--- Work required ---
In the listing below, find each line that holds "index" and list it.

======

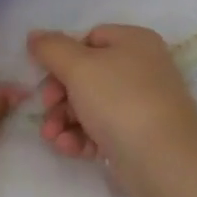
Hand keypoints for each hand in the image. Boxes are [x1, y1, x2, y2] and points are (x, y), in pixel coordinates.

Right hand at [27, 25, 196, 193]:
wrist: (162, 160)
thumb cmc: (120, 101)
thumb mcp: (79, 66)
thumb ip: (51, 48)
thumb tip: (34, 35)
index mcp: (134, 42)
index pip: (89, 38)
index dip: (63, 56)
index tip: (43, 75)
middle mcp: (142, 68)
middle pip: (86, 74)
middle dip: (59, 95)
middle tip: (46, 109)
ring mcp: (141, 104)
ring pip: (90, 105)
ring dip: (64, 119)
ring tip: (52, 137)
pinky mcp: (138, 136)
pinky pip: (102, 130)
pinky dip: (82, 137)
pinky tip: (70, 149)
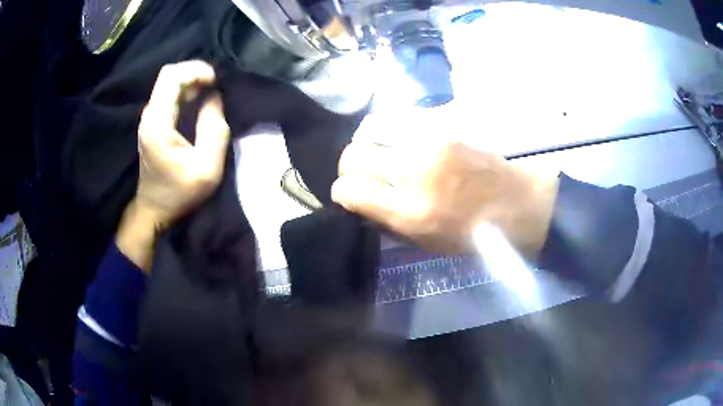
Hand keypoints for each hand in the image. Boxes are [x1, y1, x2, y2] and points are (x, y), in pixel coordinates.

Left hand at [116, 60, 229, 271]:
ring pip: (170, 83)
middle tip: (217, 86)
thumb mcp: (207, 168)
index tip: (217, 82)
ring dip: (193, 82)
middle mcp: (150, 115)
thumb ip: (214, 129)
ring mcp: (150, 118)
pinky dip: (187, 92)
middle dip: (196, 73)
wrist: (154, 210)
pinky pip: (170, 95)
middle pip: (170, 75)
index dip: (196, 70)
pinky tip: (201, 102)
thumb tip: (215, 98)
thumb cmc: (179, 194)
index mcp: (158, 124)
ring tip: (213, 93)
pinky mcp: (153, 123)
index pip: (172, 76)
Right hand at [331, 122, 558, 256]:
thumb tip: (359, 201)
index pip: (350, 191)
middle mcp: (414, 173)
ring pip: (370, 128)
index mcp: (410, 212)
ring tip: (372, 151)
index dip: (341, 192)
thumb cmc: (475, 233)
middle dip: (346, 167)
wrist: (518, 203)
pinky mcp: (442, 124)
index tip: (346, 194)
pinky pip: (398, 118)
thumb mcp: (427, 242)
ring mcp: (429, 142)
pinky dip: (388, 130)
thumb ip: (388, 221)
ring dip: (363, 142)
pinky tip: (395, 140)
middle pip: (353, 156)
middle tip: (357, 173)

======

--- Reply ---
index mcp: (134, 42)
index pip: (89, 38)
index dip: (63, 56)
index tip: (43, 75)
index tip: (217, 82)
index dip: (196, 70)
index mcp: (158, 124)
index pip: (172, 76)
index pip: (350, 191)
index mcp: (410, 212)
index dip: (341, 192)
index tip: (346, 194)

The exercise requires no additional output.